Relaxation response directly prevents reactions that drive pain, tension, and distress. This can be done through yoga-based breathing exercises and diaphragmatic breathing. You can also try guided relaxation to calm both your body and mind deeply. Just simply download an instructional video or audio file through your mobile device, then wear your earphones or connect them to a speaker. This allows you to simulate face-to-face sessions with meditation instructors. As you close your eyes and follow the instructions, you’ll eventually feel your body enter a calm, peaceful state.

The main purpose of guided relaxation is to calm the nervous system by lowering heart rate, muscle tension, and blood pressure while improving blood flow. If your mind feels stressed because of anxiety or pain, breathing becomes more shallow and tense. But the study reveals that when you alter your breathing patterns consciously, it will also change your emotional state. By doing this, your mind enters a state of calming relaxation.

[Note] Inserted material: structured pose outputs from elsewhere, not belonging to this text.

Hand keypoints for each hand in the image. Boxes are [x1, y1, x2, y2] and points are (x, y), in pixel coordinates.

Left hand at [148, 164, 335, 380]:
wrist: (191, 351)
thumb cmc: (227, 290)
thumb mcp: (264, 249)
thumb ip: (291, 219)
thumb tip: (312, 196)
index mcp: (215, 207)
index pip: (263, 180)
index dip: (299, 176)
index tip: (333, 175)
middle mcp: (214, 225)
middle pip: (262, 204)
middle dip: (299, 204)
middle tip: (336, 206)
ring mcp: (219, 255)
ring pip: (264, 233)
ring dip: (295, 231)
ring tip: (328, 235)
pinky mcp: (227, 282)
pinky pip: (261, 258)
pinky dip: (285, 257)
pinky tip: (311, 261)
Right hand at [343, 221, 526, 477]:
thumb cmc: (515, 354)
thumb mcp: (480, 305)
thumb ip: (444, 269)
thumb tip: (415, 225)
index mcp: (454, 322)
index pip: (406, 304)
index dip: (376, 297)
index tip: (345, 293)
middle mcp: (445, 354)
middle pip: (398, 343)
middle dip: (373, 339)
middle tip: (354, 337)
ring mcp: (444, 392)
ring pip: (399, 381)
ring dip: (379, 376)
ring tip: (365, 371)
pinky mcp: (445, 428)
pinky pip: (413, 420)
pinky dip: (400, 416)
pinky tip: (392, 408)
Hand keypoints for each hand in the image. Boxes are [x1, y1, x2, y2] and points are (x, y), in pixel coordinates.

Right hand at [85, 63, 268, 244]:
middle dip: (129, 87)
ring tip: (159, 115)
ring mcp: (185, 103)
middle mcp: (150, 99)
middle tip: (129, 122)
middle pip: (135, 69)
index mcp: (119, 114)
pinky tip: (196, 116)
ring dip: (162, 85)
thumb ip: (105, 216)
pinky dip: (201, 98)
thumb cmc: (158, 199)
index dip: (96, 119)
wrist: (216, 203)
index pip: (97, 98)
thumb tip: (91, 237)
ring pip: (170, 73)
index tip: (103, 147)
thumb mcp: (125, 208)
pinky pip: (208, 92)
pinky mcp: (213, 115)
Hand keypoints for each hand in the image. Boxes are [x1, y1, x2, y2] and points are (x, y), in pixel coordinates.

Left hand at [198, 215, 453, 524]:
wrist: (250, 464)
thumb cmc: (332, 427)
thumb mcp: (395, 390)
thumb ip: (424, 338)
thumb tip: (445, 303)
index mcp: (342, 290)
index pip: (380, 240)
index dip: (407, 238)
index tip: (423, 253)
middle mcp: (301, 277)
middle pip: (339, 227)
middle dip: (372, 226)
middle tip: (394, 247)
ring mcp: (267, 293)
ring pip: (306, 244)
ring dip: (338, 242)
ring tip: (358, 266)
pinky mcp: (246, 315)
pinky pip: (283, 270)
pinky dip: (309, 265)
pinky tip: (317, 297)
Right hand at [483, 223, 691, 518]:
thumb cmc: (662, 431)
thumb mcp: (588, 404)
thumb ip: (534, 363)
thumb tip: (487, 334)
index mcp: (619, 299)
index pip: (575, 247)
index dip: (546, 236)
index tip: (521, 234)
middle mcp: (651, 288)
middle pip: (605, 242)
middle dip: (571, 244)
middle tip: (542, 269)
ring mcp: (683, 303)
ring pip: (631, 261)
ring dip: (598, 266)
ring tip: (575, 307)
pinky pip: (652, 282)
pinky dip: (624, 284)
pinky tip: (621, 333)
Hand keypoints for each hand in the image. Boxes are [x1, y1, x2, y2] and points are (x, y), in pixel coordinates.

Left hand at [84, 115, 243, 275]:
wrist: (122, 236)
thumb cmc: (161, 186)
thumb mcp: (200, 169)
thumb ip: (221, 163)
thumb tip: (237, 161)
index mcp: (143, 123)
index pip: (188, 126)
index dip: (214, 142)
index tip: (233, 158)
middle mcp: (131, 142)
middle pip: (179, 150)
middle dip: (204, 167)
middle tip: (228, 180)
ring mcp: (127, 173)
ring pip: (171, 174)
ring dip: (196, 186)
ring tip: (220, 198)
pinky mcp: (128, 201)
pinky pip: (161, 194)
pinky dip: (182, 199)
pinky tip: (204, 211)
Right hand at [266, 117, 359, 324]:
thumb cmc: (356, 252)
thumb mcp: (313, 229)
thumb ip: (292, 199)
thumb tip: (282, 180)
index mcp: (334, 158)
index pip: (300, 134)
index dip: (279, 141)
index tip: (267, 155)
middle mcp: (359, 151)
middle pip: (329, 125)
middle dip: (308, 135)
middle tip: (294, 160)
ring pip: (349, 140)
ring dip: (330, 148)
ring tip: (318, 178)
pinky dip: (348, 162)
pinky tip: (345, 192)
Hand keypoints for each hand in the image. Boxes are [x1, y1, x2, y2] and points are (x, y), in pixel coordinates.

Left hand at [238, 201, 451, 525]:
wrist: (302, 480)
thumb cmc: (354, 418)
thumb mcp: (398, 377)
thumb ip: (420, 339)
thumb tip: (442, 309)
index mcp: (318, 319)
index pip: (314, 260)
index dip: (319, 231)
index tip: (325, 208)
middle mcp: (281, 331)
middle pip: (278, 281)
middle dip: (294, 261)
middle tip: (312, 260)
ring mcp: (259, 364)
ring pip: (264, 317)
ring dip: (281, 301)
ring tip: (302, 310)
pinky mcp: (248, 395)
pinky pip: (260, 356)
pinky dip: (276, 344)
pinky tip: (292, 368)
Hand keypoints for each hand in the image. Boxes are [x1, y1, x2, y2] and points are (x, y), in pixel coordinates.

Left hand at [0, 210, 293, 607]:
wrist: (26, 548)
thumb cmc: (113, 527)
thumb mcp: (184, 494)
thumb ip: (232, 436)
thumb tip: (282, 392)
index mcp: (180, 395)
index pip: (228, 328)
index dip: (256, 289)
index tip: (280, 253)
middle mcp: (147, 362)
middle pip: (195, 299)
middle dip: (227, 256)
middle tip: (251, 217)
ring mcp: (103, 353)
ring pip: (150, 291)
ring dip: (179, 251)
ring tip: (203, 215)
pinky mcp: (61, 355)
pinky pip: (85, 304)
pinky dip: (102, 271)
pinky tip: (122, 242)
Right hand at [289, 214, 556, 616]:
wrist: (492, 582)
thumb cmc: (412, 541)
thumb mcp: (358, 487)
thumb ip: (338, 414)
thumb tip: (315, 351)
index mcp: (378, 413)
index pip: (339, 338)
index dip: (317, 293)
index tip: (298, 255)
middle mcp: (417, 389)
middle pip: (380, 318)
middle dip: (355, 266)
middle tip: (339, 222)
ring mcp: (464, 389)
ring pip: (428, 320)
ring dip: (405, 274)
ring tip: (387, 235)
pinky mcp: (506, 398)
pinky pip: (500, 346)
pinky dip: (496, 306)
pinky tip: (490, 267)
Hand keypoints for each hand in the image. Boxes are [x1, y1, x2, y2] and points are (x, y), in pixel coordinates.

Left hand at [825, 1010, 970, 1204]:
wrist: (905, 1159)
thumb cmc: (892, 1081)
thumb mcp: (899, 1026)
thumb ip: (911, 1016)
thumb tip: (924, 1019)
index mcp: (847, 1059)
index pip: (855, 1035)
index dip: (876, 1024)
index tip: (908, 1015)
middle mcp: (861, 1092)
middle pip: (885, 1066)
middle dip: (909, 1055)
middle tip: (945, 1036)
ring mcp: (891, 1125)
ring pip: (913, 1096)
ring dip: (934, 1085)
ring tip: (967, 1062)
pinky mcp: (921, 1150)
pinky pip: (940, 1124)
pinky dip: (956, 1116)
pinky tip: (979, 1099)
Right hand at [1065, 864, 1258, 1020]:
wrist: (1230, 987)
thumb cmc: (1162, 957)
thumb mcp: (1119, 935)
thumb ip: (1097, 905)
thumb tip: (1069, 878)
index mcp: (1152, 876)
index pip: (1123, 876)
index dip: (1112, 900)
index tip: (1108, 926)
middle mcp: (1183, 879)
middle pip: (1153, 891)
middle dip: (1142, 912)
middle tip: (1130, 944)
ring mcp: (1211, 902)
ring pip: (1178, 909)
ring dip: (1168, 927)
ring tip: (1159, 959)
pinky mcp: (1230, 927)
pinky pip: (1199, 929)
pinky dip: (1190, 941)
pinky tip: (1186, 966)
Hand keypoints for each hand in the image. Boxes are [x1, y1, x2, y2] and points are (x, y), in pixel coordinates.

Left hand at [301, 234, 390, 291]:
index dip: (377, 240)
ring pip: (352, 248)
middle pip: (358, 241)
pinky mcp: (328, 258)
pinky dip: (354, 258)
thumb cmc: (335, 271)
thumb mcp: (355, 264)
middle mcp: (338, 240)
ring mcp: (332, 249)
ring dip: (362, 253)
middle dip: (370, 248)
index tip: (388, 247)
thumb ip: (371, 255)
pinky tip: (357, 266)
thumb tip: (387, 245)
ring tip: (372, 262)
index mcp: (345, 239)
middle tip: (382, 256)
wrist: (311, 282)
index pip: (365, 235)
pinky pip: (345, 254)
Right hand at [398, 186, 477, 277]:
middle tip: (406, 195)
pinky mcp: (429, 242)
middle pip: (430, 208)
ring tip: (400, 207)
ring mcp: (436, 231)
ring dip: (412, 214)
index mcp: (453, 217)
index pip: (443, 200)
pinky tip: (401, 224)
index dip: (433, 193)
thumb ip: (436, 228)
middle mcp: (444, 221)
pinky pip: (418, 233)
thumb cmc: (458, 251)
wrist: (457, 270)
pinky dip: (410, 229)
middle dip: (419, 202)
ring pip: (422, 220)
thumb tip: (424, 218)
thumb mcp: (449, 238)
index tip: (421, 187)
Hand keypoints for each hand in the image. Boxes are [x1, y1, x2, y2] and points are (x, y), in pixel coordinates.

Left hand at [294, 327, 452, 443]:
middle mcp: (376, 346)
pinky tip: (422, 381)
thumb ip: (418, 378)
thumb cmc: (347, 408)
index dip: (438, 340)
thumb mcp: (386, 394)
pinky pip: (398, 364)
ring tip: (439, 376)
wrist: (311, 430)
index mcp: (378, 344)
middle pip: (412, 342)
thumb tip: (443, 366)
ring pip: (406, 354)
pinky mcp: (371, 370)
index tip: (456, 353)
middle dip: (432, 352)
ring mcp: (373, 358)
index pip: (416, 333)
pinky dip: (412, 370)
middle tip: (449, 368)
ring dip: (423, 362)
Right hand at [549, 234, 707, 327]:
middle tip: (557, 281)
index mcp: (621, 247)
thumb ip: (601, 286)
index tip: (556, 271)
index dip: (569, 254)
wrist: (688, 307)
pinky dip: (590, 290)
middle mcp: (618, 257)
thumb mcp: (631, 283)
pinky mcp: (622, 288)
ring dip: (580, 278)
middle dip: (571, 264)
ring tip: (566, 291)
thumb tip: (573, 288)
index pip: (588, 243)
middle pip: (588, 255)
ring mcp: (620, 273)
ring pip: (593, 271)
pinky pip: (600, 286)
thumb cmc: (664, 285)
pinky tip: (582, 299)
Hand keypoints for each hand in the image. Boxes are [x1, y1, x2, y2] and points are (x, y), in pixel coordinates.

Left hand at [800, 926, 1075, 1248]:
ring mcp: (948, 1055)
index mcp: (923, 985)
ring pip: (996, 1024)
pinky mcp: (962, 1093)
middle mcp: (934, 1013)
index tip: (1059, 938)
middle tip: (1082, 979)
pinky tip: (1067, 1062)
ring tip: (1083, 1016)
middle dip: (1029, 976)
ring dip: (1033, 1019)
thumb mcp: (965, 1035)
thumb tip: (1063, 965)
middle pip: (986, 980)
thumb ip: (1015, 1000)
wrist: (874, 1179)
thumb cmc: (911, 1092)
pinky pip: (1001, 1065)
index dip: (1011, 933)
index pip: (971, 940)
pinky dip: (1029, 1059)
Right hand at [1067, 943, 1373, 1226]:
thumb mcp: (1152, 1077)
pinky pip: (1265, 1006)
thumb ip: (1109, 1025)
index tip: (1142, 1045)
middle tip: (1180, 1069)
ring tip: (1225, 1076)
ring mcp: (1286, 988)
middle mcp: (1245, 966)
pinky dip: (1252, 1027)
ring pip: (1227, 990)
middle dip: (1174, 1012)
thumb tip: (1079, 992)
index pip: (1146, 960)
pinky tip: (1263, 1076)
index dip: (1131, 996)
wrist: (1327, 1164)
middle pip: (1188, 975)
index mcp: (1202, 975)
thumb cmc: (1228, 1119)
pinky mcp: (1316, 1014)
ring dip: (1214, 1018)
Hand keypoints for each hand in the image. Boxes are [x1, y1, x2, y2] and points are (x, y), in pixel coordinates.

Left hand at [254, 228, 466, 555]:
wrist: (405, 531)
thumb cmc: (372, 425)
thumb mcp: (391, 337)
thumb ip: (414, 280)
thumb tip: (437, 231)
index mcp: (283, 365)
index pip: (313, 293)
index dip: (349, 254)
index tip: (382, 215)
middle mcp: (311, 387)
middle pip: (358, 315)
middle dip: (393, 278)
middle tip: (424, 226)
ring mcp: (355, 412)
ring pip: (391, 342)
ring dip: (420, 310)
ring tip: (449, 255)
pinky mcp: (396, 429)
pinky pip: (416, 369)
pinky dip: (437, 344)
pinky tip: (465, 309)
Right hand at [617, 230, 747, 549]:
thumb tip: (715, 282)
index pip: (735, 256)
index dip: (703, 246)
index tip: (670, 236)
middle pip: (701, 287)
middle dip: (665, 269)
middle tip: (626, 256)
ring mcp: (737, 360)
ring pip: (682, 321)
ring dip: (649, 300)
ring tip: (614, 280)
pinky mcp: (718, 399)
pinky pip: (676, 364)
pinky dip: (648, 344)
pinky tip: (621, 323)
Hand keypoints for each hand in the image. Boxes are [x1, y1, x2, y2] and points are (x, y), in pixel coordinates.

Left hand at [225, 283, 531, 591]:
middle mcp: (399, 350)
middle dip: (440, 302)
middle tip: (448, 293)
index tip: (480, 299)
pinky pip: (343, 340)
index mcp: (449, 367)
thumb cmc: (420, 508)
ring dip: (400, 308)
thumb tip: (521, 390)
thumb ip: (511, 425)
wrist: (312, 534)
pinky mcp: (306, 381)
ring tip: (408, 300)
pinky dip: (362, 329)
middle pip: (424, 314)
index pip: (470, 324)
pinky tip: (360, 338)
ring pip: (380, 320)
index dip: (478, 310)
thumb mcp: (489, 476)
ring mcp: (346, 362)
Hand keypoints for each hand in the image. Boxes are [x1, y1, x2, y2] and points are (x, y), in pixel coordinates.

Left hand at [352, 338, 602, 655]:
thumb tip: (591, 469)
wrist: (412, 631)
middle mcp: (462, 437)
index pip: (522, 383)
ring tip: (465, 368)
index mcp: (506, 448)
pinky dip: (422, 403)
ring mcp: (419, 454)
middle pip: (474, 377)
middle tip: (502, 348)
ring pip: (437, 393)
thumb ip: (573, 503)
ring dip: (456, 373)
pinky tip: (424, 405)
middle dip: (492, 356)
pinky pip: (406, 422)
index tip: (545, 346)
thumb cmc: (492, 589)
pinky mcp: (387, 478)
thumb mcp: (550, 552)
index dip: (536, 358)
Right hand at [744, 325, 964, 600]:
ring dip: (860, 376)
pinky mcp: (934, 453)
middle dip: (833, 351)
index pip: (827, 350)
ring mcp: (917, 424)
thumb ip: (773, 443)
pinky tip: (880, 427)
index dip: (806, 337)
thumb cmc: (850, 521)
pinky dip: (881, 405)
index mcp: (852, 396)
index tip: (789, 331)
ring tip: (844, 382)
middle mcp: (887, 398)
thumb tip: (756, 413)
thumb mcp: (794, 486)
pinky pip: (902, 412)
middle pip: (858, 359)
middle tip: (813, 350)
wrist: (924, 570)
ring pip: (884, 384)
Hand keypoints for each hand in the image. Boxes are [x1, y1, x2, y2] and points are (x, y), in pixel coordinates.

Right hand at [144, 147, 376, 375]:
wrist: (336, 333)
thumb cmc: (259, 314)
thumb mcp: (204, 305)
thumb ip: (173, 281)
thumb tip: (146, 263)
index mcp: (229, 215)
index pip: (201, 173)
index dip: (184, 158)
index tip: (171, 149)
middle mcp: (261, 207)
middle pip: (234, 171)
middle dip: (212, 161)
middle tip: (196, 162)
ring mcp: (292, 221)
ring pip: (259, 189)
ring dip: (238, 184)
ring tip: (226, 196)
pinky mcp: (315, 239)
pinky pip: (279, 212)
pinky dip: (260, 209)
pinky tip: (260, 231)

Once your mind silences the physiological signals, this will send a signal to your mind and body to feel more safe and trusting, which enhances mental and physical well-being.

Meditation techniques

Meditation is a popular technique that promotes healing response and relaxation. Regular meditators who undergo brain scans show results of increased activity in brain regions related to emotional regulation and reduced activity in regions related to pain.

People with anxiety or chronic pain who regularly meditate revealed that their trauma or pain begins to have a lesser effect on them. Although it is still present, the pain becomes less distressing and matters less.

A 2014 study at Standard University also revealed that compassion meditation, such as loving-kindness meditation, significantly reduces chronic pain. Other meditation exercises, such as relaxation and diaphragmatic breathing, can also train the body and mind to be less responsive to pain and other negative triggers once they are applied regularly.

Self-care habits

Establishing a self-care routine will prevent the body from anticipating occasions of pain. Self-nurturing habits, such as getting complete sleep and eating well, promote clear attention and a calm attitude once difficult situations related to pain start setting in.

Seeking support from trusted friends and family members is also a form of self-care. Telling them about your thoughts and concerns is a great way to feel protected. It helps when talking to someone who knows and understands what you’re going through.

Self-care technique doesn’t start and end on health-focused activities, such as exercise and meditation. You can also distract yourself or shift your attention to what interests you. This way, the pain won’t be the only thing stuck in your mind. Immerse yourself in mentally stimulating activities you enjoy, such as your favorite hobby, board games, video games, or housecleaning.

When the pain becomes extremely troublesome, make sure to amp your self-care routines to keep you calm.

Pain movement

Using your mind, transfer your pain to another area of your body where you think the pain is easier to handle. If your leg pain has been particularly distracting, mentally move the pain from your affected leg towards the lower back. You can also try moving the pain of your body by letting it vanish into the air.

This technique works the same as imagining pain as a red ball. Every time you inhale and exhale, you imagine the ball of the pain getting smaller and changing its hue to a more relaxing color (e.g., blue or green). Similarly, you can imagine a cooling and soothing ice pack placed on the affected area. Imagining positive images also helps in pain relief, but the results won’t always be the same for everyone.

These techniques will take a lot of time to be effective in reducing chronic pain. Before testing them, practice doing deep relaxation and breathing exercises for a few weeks until you master them.

While the brain plays a critical role in reducing painful sensations, it would be better to consult a medical provider to know the underlying cause of your pain. Remember, the examples above are just some supplementary solutions to help you with your pain management.